TRY IT:
Would you return the complete listing below word for word?

----

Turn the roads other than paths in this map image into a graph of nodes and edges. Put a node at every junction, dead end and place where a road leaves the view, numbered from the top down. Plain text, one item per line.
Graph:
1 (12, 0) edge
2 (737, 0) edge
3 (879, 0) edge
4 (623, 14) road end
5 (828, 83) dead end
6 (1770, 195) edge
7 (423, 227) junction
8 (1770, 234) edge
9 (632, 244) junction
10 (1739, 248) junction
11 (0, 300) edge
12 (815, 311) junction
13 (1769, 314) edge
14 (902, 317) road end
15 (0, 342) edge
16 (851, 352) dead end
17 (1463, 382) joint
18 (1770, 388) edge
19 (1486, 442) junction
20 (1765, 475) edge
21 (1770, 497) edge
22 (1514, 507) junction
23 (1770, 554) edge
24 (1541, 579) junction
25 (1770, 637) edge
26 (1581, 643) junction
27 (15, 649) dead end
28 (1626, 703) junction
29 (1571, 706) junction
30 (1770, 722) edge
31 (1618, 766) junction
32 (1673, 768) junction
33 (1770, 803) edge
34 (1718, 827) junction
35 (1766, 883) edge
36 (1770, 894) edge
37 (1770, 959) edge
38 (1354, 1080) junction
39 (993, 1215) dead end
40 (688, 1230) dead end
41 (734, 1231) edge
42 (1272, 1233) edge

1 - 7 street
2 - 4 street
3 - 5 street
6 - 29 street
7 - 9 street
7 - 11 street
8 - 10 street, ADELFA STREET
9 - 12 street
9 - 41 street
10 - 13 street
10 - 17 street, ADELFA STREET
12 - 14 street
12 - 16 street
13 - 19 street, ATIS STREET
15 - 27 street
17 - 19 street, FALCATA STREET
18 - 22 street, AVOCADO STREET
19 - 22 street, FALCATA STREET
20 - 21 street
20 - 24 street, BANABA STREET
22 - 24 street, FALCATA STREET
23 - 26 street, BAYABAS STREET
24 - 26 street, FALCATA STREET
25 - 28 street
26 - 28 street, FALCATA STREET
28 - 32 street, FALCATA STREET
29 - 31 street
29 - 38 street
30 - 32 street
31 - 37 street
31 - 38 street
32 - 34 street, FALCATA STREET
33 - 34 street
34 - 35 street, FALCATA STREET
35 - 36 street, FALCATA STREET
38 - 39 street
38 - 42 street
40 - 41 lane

----

ANSWER:
Turn the roads other than paths in this map image into a graph of nodes and edges. Put a node at every junction, dead end and place where a road leaves the view, numbered from the top down. Plain text, one item per line.
Graph:
1 (12, 0) edge
2 (737, 0) edge
3 (879, 0) edge
4 (623, 14) road end
5 (828, 83) dead end
6 (1770, 195) edge
7 (423, 227) junction
8 (1770, 234) edge
9 (632, 244) junction
10 (1739, 248) junction
11 (0, 300) edge
12 (815, 311) junction
13 (1769, 314) edge
14 (902, 317) road end
15 (0, 342) edge
16 (851, 352) dead end
17 (1463, 382) joint
18 (1770, 388) edge
19 (1486, 442) junction
20 (1765, 475) edge
21 (1770, 497) edge
22 (1514, 507) junction
23 (1770, 554) edge
24 (1541, 579) junction
25 (1770, 637) edge
26 (1581, 643) junction
27 (15, 649) dead end
28 (1626, 703) junction
29 (1571, 706) junction
30 (1770, 722) edge
31 (1618, 766) junction
32 (1673, 768) junction
33 (1770, 803) edge
34 (1718, 827) junction
35 (1766, 883) edge
36 (1770, 894) edge
37 (1770, 959) edge
38 (1354, 1080) junction
39 (993, 1215) dead end
40 (688, 1230) dead end
41 (734, 1231) edge
42 (1272, 1233) edge

1 - 7 street
2 - 4 street
3 - 5 street
6 - 29 street
7 - 9 street
7 - 11 street
8 - 10 street, ADELFA STREET
9 - 12 street
9 - 41 street
10 - 13 street
10 - 17 street, ADELFA STREET
12 - 14 street
12 - 16 street
13 - 19 street, ATIS STREET
15 - 27 street
17 - 19 street, FALCATA STREET
18 - 22 street, AVOCADO STREET
19 - 22 street, FALCATA STREET
20 - 21 street
20 - 24 street, BANABA STREET
22 - 24 street, FALCATA STREET
23 - 26 street, BAYABAS STREET
24 - 26 street, FALCATA STREET
25 - 28 street
26 - 28 street, FALCATA STREET
28 - 32 street, FALCATA STREET
29 - 31 street
29 - 38 street
30 - 32 street
31 - 37 street
31 - 38 street
32 - 34 street, FALCATA STREET
33 - 34 street
34 - 35 street, FALCATA STREET
35 - 36 street, FALCATA STREET
38 - 39 street
38 - 42 street
40 - 41 lane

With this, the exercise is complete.